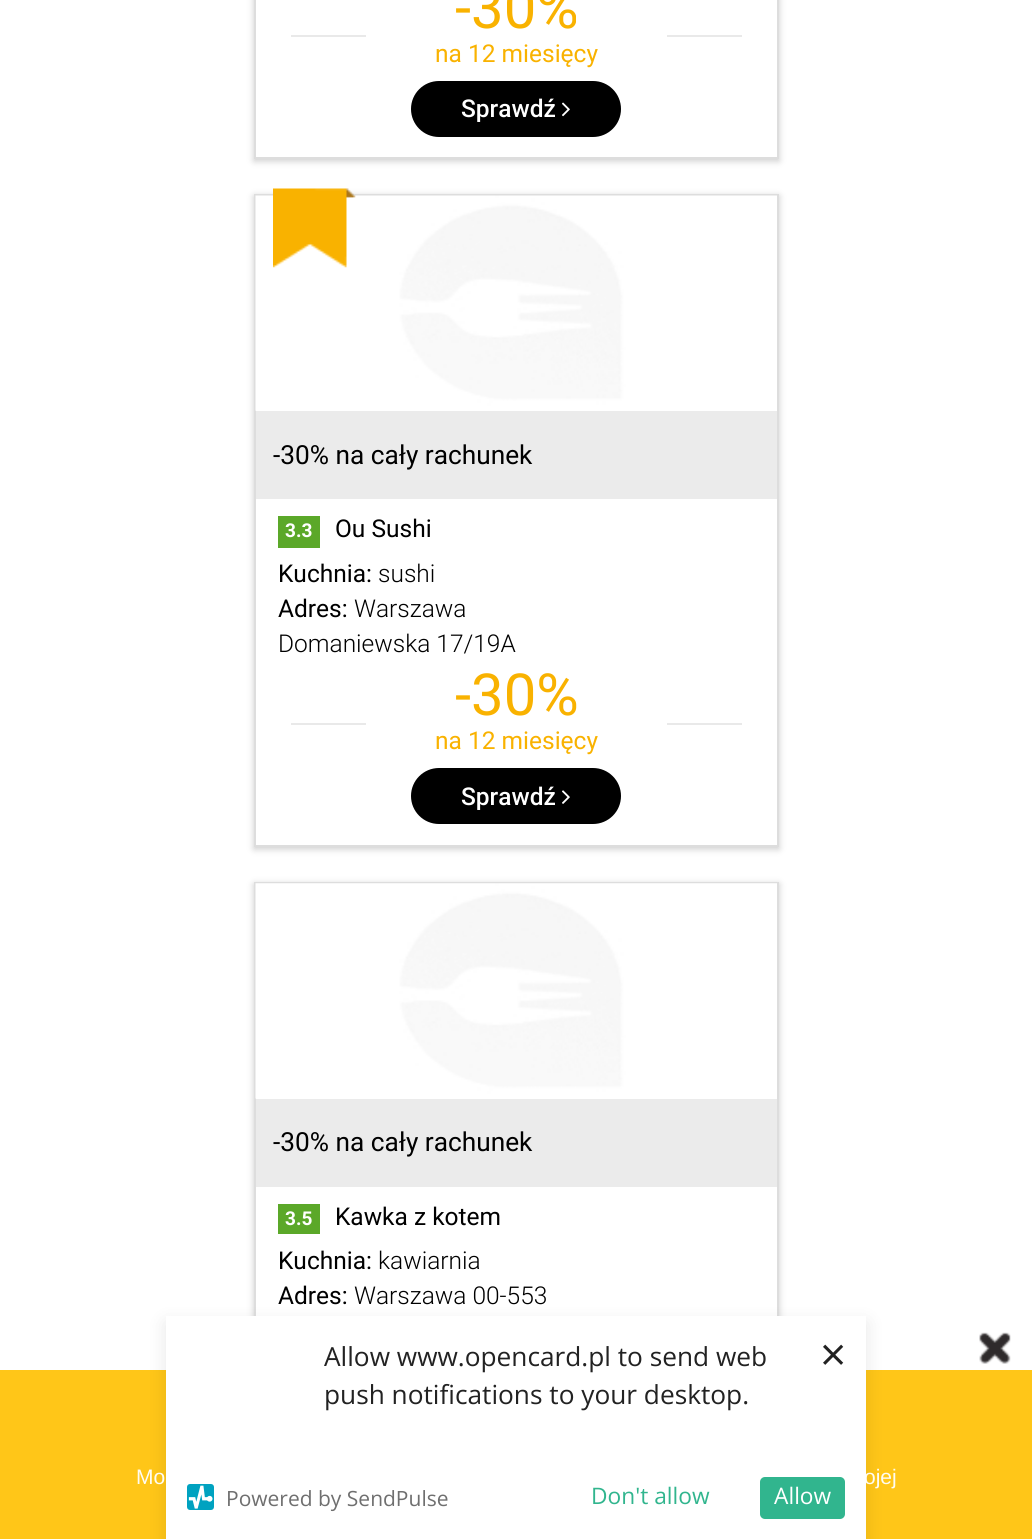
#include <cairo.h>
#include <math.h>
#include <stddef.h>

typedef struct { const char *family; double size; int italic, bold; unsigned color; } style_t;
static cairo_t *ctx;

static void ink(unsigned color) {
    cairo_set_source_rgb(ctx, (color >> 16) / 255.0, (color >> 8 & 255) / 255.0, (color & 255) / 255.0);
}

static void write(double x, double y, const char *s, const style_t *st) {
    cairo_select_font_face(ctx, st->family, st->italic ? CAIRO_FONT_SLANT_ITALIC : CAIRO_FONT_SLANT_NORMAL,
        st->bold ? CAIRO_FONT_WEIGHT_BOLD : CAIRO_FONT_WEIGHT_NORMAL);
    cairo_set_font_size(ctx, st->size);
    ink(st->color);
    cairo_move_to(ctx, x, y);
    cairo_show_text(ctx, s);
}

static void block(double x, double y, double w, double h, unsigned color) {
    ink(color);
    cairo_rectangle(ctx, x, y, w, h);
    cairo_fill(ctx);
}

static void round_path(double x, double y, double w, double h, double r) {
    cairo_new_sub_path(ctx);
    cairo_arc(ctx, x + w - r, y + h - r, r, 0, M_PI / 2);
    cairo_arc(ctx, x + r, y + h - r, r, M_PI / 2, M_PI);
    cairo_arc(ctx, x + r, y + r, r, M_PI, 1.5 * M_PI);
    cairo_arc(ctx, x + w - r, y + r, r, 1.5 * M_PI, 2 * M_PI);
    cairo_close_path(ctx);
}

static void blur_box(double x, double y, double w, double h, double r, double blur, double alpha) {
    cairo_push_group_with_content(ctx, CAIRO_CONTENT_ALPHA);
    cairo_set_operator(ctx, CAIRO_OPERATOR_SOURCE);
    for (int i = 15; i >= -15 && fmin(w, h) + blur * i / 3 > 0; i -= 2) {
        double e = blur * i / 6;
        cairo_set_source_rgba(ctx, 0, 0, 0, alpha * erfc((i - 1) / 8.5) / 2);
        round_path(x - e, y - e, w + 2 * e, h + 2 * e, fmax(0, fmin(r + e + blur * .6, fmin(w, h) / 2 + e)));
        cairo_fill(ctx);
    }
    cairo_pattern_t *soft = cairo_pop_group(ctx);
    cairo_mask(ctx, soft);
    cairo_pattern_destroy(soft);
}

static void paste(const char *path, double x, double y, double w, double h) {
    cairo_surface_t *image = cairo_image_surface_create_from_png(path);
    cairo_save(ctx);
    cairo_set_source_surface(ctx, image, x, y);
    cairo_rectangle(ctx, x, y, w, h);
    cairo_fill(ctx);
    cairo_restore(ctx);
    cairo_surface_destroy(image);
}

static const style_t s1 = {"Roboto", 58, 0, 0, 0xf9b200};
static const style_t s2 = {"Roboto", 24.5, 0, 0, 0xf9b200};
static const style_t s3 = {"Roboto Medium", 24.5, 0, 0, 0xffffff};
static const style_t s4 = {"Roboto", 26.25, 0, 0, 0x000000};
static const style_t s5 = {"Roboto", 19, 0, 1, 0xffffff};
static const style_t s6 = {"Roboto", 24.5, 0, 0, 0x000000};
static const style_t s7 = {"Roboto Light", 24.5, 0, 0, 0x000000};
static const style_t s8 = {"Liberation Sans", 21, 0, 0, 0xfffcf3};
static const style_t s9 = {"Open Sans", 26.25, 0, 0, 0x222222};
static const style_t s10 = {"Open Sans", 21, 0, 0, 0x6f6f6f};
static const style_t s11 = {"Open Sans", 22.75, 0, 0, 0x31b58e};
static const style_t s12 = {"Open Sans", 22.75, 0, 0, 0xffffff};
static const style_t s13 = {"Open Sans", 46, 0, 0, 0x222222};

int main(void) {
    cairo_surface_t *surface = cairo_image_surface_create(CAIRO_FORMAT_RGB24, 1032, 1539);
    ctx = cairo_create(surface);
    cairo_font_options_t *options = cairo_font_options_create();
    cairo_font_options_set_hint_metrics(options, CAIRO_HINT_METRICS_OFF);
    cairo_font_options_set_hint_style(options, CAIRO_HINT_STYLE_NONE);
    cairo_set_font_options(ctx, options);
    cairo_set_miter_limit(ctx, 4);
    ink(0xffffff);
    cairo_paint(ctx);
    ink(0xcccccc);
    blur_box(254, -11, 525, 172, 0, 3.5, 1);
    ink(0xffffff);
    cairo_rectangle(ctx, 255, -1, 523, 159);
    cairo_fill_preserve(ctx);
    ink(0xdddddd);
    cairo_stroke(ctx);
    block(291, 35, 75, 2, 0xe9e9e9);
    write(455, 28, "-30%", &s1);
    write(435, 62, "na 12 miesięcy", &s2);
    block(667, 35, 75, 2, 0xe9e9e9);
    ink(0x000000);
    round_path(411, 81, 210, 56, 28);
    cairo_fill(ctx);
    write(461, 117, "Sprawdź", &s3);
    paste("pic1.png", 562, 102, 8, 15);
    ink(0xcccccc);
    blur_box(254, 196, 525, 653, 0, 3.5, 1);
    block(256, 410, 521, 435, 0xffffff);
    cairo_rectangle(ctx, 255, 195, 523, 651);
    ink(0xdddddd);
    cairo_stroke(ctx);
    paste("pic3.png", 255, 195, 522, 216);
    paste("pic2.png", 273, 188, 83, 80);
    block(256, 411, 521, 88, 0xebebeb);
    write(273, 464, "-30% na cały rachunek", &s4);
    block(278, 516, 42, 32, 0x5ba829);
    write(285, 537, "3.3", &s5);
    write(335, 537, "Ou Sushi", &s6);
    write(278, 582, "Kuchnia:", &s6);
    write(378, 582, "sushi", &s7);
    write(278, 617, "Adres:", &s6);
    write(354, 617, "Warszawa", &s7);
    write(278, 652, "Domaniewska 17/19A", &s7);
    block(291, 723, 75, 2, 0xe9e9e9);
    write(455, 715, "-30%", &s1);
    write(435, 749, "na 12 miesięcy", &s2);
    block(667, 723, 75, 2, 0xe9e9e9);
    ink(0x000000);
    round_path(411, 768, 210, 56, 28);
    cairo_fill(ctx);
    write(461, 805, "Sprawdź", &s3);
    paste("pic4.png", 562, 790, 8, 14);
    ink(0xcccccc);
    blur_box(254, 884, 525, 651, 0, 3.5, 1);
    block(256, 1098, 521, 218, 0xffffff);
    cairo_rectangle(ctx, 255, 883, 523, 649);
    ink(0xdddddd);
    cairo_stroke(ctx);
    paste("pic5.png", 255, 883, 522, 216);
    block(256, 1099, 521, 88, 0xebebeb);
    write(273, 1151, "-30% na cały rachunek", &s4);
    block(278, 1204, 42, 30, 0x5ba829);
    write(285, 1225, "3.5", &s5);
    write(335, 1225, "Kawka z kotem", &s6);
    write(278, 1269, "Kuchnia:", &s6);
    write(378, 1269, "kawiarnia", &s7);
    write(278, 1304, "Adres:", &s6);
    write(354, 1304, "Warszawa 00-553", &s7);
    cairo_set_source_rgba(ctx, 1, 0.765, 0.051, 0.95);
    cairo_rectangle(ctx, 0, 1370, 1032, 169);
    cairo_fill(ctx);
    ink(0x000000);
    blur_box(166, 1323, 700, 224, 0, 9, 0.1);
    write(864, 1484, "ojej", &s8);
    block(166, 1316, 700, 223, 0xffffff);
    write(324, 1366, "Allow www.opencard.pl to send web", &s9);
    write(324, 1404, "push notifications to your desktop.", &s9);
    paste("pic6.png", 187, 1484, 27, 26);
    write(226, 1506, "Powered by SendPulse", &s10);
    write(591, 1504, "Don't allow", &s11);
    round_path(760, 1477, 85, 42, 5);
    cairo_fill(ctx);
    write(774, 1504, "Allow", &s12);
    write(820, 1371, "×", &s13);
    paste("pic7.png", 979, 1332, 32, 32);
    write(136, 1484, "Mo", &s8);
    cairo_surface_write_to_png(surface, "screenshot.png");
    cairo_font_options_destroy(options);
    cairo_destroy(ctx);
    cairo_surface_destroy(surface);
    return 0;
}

==

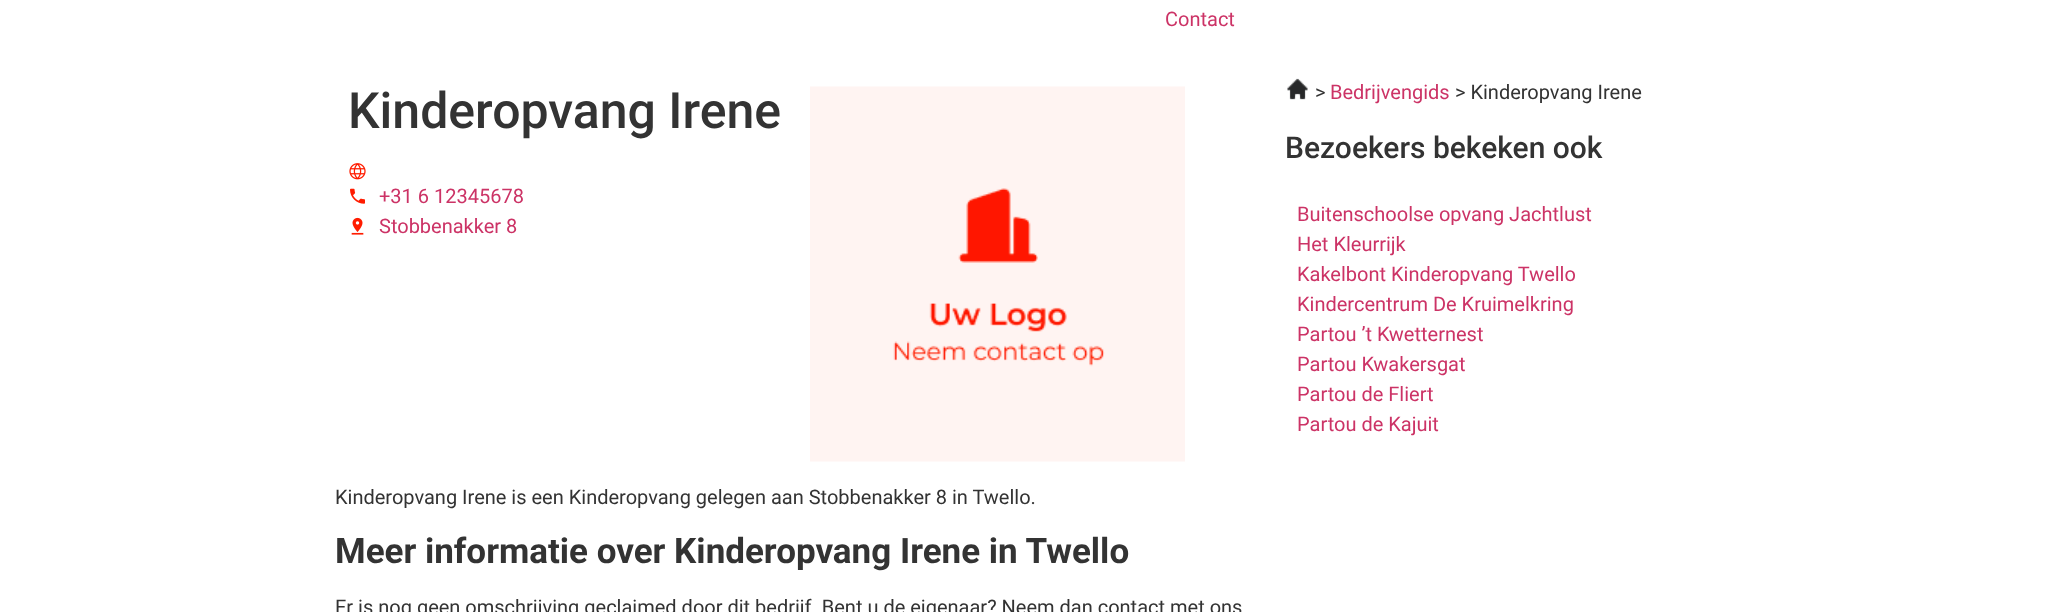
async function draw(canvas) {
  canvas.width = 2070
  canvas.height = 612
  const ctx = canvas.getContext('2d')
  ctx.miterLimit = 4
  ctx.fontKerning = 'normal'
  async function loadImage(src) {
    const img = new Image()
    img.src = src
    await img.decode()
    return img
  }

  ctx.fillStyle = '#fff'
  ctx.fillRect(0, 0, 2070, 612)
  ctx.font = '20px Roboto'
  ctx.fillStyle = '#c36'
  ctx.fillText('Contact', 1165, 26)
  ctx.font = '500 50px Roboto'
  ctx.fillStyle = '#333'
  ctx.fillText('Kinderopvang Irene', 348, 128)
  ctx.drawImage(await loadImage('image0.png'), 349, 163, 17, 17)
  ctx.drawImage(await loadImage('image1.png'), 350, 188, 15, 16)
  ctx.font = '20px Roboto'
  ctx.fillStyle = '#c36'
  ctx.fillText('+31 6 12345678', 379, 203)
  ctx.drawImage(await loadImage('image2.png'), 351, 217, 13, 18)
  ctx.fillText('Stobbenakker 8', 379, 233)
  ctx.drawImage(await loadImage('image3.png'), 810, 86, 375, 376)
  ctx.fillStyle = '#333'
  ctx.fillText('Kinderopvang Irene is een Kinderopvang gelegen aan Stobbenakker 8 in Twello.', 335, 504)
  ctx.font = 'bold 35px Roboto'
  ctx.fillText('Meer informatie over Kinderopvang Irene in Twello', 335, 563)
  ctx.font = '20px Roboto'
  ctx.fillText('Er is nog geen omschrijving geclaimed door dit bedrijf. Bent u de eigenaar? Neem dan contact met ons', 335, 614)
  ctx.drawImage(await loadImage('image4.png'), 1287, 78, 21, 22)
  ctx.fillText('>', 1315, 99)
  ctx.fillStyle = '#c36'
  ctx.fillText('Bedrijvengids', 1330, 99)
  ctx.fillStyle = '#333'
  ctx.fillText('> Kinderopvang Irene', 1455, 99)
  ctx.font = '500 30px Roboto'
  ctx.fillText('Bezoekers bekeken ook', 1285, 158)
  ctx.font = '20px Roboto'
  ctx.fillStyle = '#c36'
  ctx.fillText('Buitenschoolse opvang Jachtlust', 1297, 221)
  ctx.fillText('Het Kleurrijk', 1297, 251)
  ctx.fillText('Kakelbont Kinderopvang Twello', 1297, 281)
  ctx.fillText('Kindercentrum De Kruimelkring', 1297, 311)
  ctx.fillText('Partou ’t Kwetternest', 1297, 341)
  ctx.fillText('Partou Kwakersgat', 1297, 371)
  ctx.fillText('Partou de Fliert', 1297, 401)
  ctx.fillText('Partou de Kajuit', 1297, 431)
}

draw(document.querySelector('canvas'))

▶ **EXERCISE BRIEF**
From the records above, pull out each line that has "async".

▶ **FINISHED TASK**
async function draw(canvas) {
  async function loadImage(src) {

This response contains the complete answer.